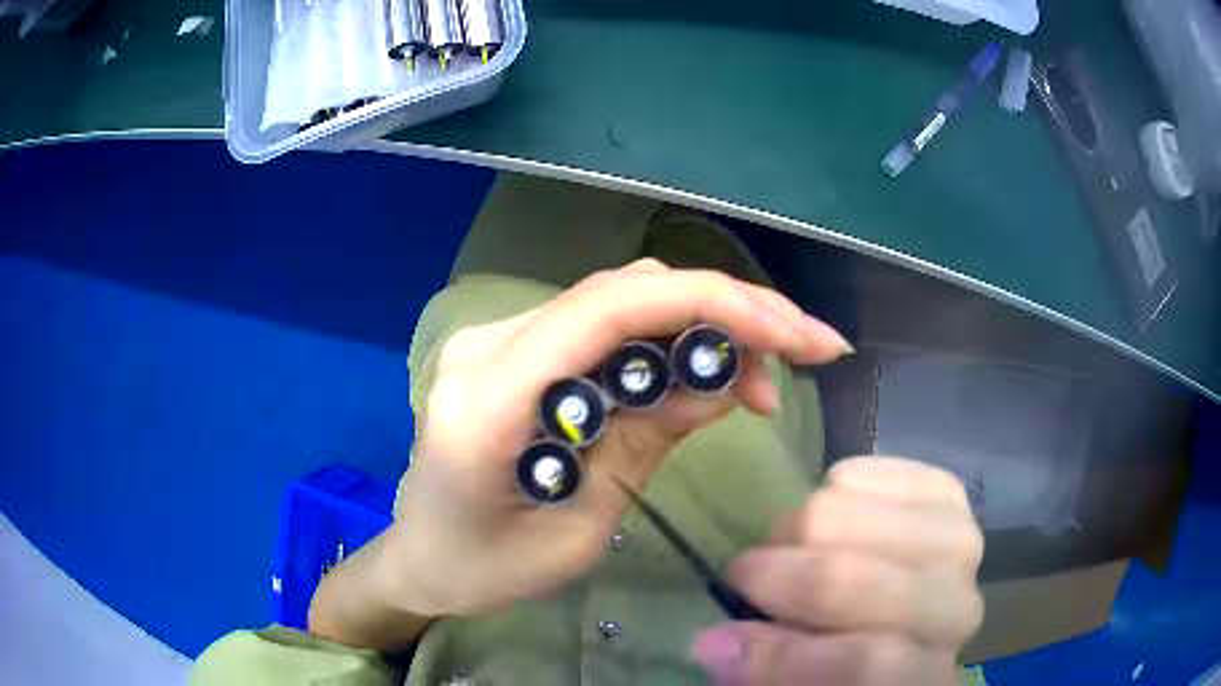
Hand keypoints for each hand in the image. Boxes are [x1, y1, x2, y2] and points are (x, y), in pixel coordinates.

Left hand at [380, 260, 852, 616]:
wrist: (421, 558)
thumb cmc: (485, 570)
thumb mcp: (580, 530)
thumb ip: (648, 445)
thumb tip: (728, 383)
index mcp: (489, 398)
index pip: (611, 309)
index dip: (715, 305)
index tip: (794, 337)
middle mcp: (489, 343)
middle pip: (624, 291)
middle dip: (728, 310)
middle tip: (803, 349)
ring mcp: (498, 338)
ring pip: (621, 298)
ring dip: (704, 323)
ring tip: (763, 377)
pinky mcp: (516, 348)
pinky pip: (603, 323)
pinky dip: (667, 339)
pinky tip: (707, 373)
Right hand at [692, 457, 984, 684]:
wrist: (899, 617)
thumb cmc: (843, 663)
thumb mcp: (801, 683)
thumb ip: (771, 670)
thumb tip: (720, 642)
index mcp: (925, 678)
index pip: (872, 663)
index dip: (789, 657)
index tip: (718, 644)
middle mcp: (956, 613)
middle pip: (862, 581)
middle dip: (782, 578)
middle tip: (743, 576)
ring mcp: (958, 545)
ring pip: (858, 517)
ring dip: (802, 530)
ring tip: (786, 547)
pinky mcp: (949, 495)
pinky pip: (880, 471)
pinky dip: (839, 486)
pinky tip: (832, 508)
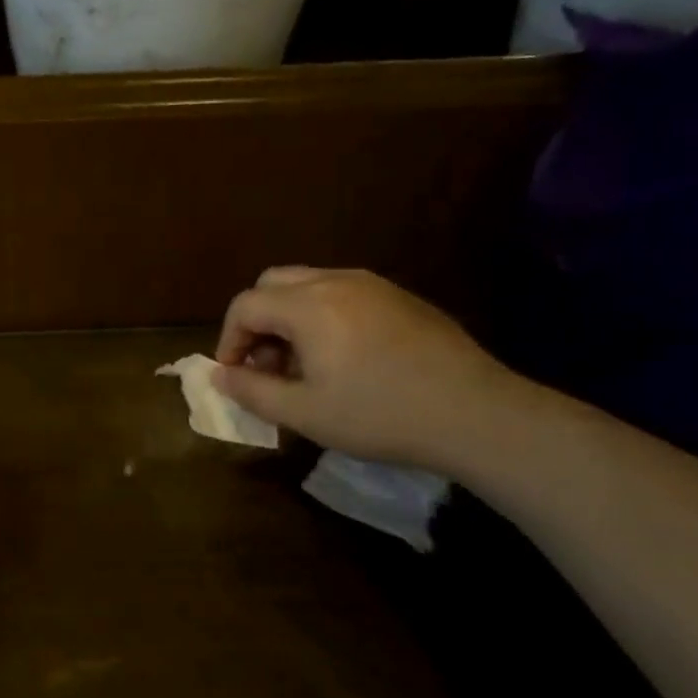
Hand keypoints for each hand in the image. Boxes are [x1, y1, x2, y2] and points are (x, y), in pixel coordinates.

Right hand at [213, 267, 521, 472]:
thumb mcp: (305, 413)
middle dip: (256, 320)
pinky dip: (322, 314)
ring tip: (302, 363)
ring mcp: (373, 285)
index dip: (228, 339)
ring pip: (308, 284)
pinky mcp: (400, 297)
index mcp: (308, 306)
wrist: (477, 414)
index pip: (244, 305)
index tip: (235, 374)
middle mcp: (336, 282)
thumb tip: (219, 375)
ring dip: (288, 317)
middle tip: (265, 363)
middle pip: (272, 283)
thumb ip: (252, 391)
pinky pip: (342, 292)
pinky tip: (343, 356)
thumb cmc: (381, 415)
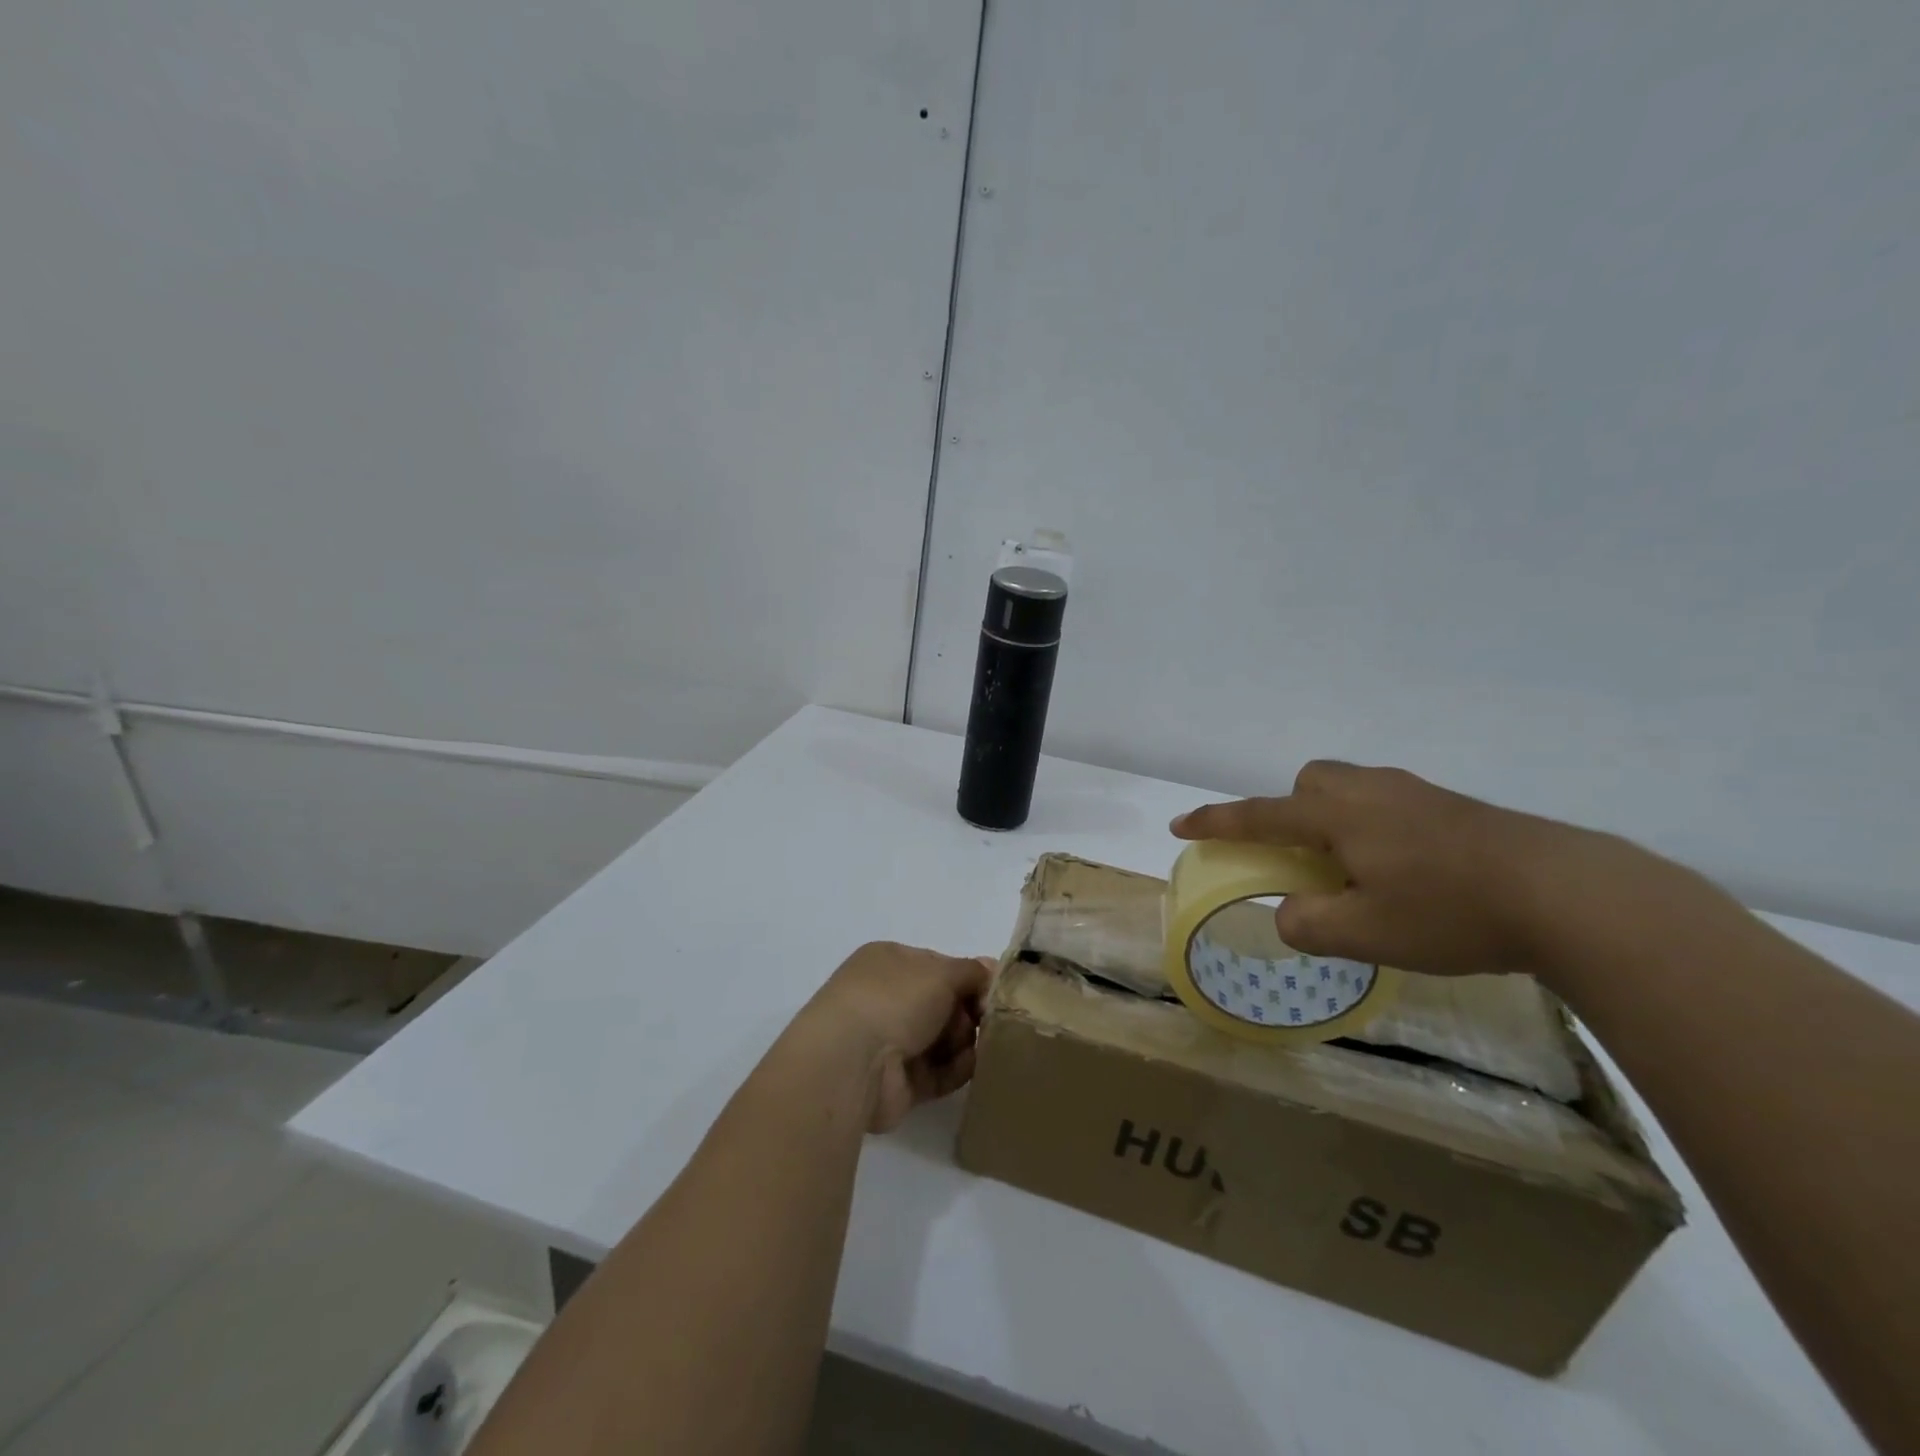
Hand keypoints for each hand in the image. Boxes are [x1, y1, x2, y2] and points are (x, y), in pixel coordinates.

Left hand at [798, 943, 992, 1133]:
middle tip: (984, 1021)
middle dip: (968, 1013)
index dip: (968, 978)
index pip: (938, 966)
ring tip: (971, 1046)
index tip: (992, 992)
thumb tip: (992, 969)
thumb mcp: (941, 973)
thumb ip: (971, 972)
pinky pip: (938, 1072)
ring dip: (964, 1042)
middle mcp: (886, 998)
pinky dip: (956, 1070)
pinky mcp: (898, 1083)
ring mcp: (890, 1042)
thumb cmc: (894, 1000)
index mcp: (889, 963)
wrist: (851, 1063)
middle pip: (944, 1004)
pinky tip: (968, 1066)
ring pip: (944, 1039)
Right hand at [1171, 761, 1632, 978]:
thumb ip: (1307, 924)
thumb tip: (1292, 913)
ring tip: (1359, 872)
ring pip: (1354, 790)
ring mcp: (1417, 794)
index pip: (1260, 816)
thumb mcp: (1364, 934)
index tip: (1182, 825)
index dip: (1217, 823)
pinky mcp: (1456, 808)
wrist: (1567, 894)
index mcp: (1337, 816)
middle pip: (1311, 781)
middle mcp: (1371, 792)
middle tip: (1307, 857)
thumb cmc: (1449, 911)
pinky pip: (1392, 805)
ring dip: (1337, 820)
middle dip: (1293, 810)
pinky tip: (1411, 873)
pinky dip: (1378, 830)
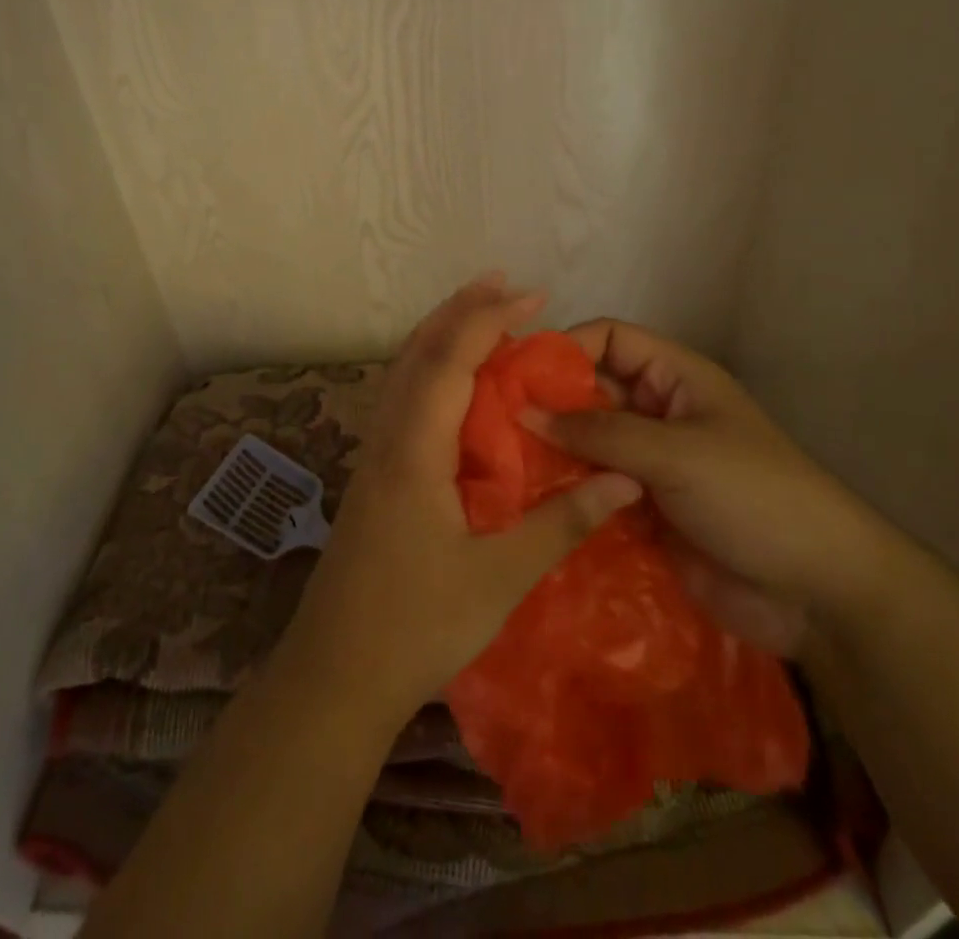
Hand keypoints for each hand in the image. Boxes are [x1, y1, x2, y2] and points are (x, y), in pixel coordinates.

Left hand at [275, 278, 642, 722]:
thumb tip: (623, 481)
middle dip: (460, 311)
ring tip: (479, 315)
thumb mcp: (498, 578)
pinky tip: (452, 386)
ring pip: (403, 372)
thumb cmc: (417, 626)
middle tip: (503, 283)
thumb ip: (561, 524)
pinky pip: (401, 399)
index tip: (532, 296)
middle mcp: (387, 438)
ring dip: (440, 335)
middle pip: (418, 352)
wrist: (335, 675)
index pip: (450, 362)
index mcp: (414, 450)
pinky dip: (429, 370)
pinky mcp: (373, 476)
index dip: (489, 321)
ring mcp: (374, 455)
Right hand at [526, 319, 888, 656]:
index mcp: (674, 378)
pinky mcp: (643, 510)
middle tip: (491, 422)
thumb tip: (524, 410)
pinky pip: (594, 489)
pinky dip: (566, 493)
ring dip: (551, 451)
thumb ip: (599, 432)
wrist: (818, 592)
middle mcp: (657, 412)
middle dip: (548, 402)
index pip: (610, 338)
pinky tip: (526, 505)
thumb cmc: (753, 497)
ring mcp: (649, 463)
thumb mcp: (676, 453)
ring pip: (587, 443)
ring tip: (499, 464)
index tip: (517, 373)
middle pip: (591, 391)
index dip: (566, 347)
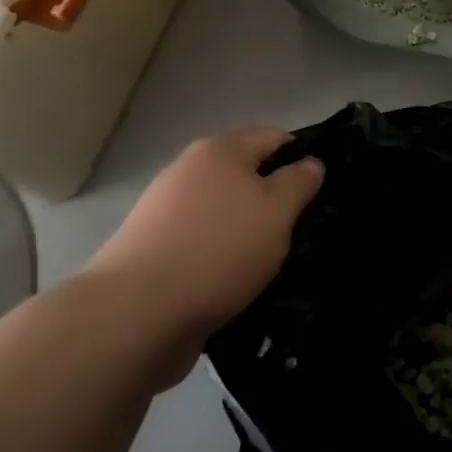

■ Assigned task:
Write out the entries above verbatim; the pictures do not belong in your copy.

■ Your response:
Hand keypoints for each hand in the image. Boxes are [x1, y1, x2, y2] and points are (x, y), in pixel coordinates.

Left hand at [380, 260, 852, 616]:
wrist: (421, 558)
thumb cmc: (485, 570)
thumb mcp: (580, 530)
thumb ip: (648, 445)
thumb tip: (728, 383)
index mcp: (489, 398)
index pip: (611, 309)
index dip: (715, 305)
index tip: (794, 337)
middle mcp: (489, 343)
middle pip: (624, 291)
middle dip: (728, 310)
middle tip: (803, 349)
ring mcp: (498, 338)
ring pip: (621, 298)
ring dip: (704, 323)
ring tip: (763, 377)
pinky mcp: (516, 348)
pinky pip: (603, 323)
pinky dip: (667, 339)
pinky tip: (707, 373)
Right hand at [692, 457, 984, 684]:
wrist: (899, 617)
thumb cmc: (843, 663)
thumb mcp: (801, 683)
thumb ip: (771, 670)
thumb tip: (720, 642)
index mcp: (925, 678)
index pip: (872, 663)
index dip: (789, 657)
index tip: (718, 644)
middle mcp: (956, 613)
middle pip: (862, 581)
middle dip: (782, 578)
middle tip: (743, 576)
ring mcp: (958, 545)
ring pip: (858, 517)
ring dip: (802, 530)
ring tip: (786, 547)
pinky mcp: (949, 495)
pinky pip: (880, 471)
pinky dip: (839, 486)
pinky tip: (832, 508)
Hand keypoints for each hand in the image. Boxes are [x1, y1, x2, y2] and points are (x, y), in pixel coordinates.

Right hand at [213, 267, 521, 472]:
thumb mcp: (305, 413)
middle dip: (256, 320)
pinky dip: (322, 314)
ring tip: (302, 363)
ring mcp: (373, 285)
index dip: (228, 339)
ring pip: (308, 284)
pinky mcp: (400, 297)
index mcp: (308, 306)
wrist: (477, 414)
index pip: (244, 305)
index tip: (235, 374)
middle mcp: (336, 282)
thumb tip: (219, 375)
ring dip: (288, 317)
middle tip: (265, 363)
middle pip: (272, 283)
thumb ip: (252, 391)
pinky pip: (342, 292)
pinky tip: (343, 356)
thumb cmc: (381, 415)
Hand keypoints for each hand in the image. Boxes are [x1, y1, x2, y2] and points are (x, y), in pixel coordinates.

Left hand at [798, 943, 992, 1133]:
middle tip: (984, 1021)
middle dip: (968, 1013)
index dip: (968, 978)
index pip: (938, 966)
ring tip: (971, 1046)
index tip: (992, 992)
thumb tip: (992, 969)
thumb mcp: (941, 973)
thumb ip: (971, 972)
pinky pip: (938, 1072)
ring dip: (964, 1042)
middle mcp: (886, 998)
pinky dip: (956, 1070)
pinky mcp: (898, 1083)
ring mcp: (890, 1042)
thumb cmc: (894, 1000)
index mcp: (889, 963)
wrist: (851, 1063)
middle pip: (944, 1004)
pinky tip: (968, 1066)
ring pip: (944, 1039)
Right hand at [1171, 761, 1632, 978]:
thumb ip: (1307, 924)
thumb tip: (1292, 913)
ring tip: (1359, 872)
ring pip: (1354, 790)
ring mcp: (1417, 794)
index pip: (1260, 816)
thumb mcp: (1364, 934)
index tip: (1182, 825)
index dip: (1217, 823)
pinky mcp: (1456, 808)
wrist: (1567, 894)
index mcp: (1337, 816)
middle pip: (1311, 781)
middle mcp: (1371, 792)
middle tip: (1307, 857)
thumb cmc: (1449, 911)
pinky pip: (1392, 805)
ring dip: (1337, 820)
middle dip: (1293, 810)
pinky tip: (1411, 873)
pinky dip: (1378, 830)
Hand keypoints for each hand in the image. Boxes are [x1, y1, x2, y2] and points are (x, y), in pixel coordinates.

Left hand at [275, 278, 642, 722]:
thumb tip: (623, 481)
middle dip: (460, 311)
ring tip: (479, 315)
thumb mcp: (498, 578)
pinky tip: (452, 386)
ring pip: (403, 372)
thumb cmc: (417, 626)
middle tip: (503, 283)
thumb ip: (561, 524)
pinky pip: (401, 399)
index tip: (532, 296)
middle mcp: (387, 438)
ring dip: (440, 335)
middle pip: (418, 352)
wrist: (335, 675)
index pip: (450, 362)
index mcp: (414, 450)
pinky dip: (429, 370)
pinky mcp: (373, 476)
index dip: (489, 321)
ring mcp: (374, 455)
Right hand at [526, 319, 888, 656]:
index mcp: (674, 378)
pinky mcp: (643, 510)
middle tip: (491, 422)
thumb tip: (524, 410)
pinky pip: (594, 489)
pinky dip: (566, 493)
ring dip: (551, 451)
thumb ip: (599, 432)
wrist: (818, 592)
middle mcp: (657, 412)
middle dip: (548, 402)
index pip: (610, 338)
pinky tip: (526, 505)
thumb cmc: (753, 497)
ring mcp: (649, 463)
thumb mcp: (676, 453)
ring pip: (587, 443)
ring tip: (499, 464)
index tip: (517, 373)
middle pip: (591, 391)
index dip: (566, 347)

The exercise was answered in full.